Opportunity to learn 

At the HEART of Arts Education

Biennial conference – Thursday, September 27, 8:00 a.m. – 4:00 p.m.

USM, Portland campus, Abromson Center

Arts educators, teaching artists, community arts leaders, youth advocates, and community arts leaders are invited to attend the Arts Education Pre-Conference: At the HEART of Arts Education.

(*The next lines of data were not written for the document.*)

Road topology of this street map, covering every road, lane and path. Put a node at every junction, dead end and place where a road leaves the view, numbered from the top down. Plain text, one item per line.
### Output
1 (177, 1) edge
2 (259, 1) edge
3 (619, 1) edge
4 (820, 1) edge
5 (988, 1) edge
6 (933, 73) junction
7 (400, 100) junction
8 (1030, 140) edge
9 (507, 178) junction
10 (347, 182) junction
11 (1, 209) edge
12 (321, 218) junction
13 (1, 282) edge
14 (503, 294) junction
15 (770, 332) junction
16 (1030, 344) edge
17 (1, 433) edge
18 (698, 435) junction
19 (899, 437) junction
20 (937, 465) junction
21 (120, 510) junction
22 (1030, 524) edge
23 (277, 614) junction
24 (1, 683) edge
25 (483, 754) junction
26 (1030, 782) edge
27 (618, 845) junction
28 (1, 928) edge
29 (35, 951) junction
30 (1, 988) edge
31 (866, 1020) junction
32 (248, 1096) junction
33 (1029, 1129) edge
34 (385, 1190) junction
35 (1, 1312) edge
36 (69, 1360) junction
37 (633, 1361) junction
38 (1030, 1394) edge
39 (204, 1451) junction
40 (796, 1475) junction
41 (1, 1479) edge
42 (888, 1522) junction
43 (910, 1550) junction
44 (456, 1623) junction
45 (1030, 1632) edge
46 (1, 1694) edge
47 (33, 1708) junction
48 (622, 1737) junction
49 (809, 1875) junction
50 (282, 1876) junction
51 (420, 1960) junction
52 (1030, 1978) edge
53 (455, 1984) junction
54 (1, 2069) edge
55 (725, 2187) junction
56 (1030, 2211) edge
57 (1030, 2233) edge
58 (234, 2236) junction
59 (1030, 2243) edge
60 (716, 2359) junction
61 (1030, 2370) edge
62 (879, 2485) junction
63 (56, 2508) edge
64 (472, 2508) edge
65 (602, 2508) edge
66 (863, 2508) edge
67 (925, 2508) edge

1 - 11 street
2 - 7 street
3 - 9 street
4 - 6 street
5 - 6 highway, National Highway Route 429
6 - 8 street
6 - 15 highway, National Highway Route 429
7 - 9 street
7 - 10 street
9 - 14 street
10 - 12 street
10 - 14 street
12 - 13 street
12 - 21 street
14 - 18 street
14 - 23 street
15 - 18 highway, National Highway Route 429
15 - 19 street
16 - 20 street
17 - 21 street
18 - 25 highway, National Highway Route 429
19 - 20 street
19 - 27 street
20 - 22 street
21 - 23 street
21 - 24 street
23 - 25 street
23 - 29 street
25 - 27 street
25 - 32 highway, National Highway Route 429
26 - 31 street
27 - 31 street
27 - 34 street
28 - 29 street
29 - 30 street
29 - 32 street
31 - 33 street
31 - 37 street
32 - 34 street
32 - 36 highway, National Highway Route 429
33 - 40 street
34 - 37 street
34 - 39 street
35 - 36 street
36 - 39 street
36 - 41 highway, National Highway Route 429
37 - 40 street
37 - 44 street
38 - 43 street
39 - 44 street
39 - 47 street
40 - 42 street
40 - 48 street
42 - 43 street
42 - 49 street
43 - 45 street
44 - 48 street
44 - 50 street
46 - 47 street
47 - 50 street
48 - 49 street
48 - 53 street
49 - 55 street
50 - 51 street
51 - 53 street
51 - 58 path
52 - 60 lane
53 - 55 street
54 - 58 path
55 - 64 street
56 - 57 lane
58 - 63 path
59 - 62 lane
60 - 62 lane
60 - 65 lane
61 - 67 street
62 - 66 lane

The cost to attend is $50 and includes a full schedule (see below), lunch, performance by The Extension Chords, students from the Midcoast Music Academy, the Maine International Conference on the Arts Opening Reception: A celebration of the arts with Keynote Speaker Maryo Gard EwellRural Community Development in and Through the Arts, and possible 12 contact hours.

CONFERENCE REGISTRATION

The Arts Education Pre-Conference participants will:

  • learn skills to improve teaching and learning in the arts;
  • make connections among the arts disciplines: dance, media arts, music, theater, visual arts and creative writing;
  • network with other educators and reconnect with old friends;
  • make connections between school and community, including arts organizations, artists, and other arts education supporters.

Description

The 2018 Maine State Teacher of the Year, Kaitlin Young, will provide an engaging keynote and guide participants in creating action steps for educators and their work in schools and/or communities. Attend as an individual or consider bringing a team from your school or organization. The day will start and conclude with creative art and music making.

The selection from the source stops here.